Une centaine d'arbres abattus, deux bâtiments démolis, une chapelle en danger et des vues sur la montagne masquées. Voilà les grandes lignes du projet de transformation extrême de l'ancien collège Marianapolis, situé en plein écoterritoire du mont Royal, sur lequel les élus de la garde rapprochée du maire Tremblay devront se prononcer aujourd'hui.

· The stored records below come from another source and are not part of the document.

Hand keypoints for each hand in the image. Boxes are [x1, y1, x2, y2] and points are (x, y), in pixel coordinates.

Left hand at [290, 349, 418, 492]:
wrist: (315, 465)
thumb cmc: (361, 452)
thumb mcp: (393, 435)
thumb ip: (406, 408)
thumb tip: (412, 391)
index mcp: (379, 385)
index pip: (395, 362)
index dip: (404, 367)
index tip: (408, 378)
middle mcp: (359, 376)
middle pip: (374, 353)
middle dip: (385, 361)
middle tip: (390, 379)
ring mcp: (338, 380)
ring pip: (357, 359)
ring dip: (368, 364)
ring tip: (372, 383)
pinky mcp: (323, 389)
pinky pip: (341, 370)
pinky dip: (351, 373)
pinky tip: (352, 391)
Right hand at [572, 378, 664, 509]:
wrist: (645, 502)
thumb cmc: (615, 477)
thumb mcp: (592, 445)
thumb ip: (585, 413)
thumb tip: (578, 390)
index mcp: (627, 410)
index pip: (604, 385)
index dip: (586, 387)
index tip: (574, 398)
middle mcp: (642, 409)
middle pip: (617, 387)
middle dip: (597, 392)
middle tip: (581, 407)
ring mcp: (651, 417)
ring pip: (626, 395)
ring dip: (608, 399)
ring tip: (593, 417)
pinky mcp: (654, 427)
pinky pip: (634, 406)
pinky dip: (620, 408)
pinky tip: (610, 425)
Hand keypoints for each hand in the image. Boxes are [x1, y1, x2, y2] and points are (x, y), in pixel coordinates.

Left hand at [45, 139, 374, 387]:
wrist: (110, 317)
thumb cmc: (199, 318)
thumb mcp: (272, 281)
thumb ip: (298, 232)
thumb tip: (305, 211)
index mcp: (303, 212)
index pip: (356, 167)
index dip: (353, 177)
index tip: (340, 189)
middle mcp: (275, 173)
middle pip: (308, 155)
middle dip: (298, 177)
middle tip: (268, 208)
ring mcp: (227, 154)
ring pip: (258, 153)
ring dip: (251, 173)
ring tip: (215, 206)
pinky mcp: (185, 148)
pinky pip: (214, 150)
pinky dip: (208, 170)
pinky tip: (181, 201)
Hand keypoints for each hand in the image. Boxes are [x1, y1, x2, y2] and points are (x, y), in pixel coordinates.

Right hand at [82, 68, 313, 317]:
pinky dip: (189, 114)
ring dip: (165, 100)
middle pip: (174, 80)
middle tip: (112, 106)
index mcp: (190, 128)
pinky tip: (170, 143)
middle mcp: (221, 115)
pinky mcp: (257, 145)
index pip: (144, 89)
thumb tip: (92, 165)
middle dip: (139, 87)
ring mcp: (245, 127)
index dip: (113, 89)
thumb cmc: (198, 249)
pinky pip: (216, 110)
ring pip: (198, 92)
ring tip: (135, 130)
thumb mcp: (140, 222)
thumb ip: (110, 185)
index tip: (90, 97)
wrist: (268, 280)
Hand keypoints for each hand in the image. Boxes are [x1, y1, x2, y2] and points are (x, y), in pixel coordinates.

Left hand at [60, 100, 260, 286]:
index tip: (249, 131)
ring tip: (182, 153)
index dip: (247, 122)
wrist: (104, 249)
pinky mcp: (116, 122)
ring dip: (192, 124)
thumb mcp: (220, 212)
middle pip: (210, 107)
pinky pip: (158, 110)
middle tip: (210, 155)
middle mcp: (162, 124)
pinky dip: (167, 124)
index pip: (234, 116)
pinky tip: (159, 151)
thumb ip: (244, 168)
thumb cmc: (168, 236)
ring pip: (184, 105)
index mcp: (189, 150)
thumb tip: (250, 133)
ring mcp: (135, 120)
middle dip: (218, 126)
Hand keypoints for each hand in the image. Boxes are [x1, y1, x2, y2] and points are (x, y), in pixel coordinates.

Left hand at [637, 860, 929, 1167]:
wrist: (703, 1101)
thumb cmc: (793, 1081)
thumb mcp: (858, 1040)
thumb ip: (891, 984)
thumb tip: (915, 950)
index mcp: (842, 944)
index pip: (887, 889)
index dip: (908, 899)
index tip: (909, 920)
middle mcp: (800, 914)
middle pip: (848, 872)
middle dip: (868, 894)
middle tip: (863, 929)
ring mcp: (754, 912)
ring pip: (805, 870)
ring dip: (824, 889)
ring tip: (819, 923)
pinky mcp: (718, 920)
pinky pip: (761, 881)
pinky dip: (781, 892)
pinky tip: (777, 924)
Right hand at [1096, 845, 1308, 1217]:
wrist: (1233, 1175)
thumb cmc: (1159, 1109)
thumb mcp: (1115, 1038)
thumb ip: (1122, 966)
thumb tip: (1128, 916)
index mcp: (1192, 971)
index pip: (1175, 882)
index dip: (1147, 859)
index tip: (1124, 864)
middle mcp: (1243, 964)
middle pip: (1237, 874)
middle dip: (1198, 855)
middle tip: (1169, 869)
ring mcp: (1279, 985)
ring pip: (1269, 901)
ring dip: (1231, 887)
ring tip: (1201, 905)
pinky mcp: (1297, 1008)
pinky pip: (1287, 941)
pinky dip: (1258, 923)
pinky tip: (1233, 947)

Dans un avis carrément «défavorable», dont La Presse a obtenu copie, et qui sera rendu public aujourd'hui, le Conseil du patrimoine de Montréal recommande que le projet de complexe résidentiel, avec clinique médicale, soit modifié de fond en comble. L'instance consultative estime que le promoteur, Développement Cato inc., devrait par ailleurs refaire ses devoirs pour préserver le site de 16 âcres tout en garantissant un accès au public malgré la nouvelle vocation privée.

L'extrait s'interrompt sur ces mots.